### What the exercise asks
Please count the lines in the data below that hold the word "dead", and give only the number.

■ ■ ■ ■

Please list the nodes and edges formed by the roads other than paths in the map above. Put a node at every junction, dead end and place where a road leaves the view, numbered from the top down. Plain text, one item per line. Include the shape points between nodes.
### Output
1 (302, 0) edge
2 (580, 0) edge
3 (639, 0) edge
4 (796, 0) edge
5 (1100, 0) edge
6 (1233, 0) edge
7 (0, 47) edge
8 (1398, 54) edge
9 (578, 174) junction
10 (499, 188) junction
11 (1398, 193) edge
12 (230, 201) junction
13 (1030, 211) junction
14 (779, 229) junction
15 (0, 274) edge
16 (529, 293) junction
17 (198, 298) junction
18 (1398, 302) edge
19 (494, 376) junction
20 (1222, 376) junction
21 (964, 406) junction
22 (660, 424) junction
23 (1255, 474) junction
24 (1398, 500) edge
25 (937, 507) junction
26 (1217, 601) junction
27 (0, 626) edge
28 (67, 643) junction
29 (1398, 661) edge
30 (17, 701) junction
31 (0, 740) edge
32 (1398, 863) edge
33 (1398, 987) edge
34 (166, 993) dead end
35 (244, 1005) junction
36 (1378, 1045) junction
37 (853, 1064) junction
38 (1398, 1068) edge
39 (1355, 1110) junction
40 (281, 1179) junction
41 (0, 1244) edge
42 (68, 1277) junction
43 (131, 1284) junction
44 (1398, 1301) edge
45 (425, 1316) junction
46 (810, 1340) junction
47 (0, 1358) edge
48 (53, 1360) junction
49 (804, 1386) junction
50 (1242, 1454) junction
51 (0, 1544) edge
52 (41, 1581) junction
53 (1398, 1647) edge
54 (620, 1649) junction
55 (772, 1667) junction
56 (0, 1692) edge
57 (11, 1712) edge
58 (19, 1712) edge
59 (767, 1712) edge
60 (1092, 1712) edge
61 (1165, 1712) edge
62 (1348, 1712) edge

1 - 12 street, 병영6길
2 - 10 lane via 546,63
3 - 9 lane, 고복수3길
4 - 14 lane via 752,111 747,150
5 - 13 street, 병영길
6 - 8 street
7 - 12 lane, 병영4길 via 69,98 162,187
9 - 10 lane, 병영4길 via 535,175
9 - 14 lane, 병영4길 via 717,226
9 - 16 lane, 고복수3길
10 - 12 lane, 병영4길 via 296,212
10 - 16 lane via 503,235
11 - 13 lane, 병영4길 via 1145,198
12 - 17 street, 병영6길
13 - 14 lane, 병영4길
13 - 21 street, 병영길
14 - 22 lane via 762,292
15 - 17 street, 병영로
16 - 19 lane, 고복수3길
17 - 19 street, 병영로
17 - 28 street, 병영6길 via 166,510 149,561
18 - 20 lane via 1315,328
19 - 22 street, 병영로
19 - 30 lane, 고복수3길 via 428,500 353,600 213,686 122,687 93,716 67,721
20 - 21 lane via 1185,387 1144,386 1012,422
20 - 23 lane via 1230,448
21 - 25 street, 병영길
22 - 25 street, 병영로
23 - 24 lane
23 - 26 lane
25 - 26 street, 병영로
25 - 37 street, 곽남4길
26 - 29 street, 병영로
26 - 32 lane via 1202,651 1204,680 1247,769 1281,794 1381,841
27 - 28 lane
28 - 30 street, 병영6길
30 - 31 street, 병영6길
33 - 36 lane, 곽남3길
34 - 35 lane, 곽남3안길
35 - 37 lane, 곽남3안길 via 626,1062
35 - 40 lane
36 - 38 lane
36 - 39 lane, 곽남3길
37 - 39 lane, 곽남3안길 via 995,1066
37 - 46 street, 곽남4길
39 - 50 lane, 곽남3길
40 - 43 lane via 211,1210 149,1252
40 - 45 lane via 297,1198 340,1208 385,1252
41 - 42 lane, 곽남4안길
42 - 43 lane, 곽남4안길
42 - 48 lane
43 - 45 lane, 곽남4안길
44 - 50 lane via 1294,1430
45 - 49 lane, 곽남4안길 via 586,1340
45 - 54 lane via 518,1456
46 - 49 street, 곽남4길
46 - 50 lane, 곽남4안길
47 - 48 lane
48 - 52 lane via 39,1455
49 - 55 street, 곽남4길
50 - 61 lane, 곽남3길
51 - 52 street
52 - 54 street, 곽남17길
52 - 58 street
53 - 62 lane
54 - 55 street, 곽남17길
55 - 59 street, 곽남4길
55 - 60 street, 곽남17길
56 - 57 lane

■ ■ ■ ■

### Completed exercise
2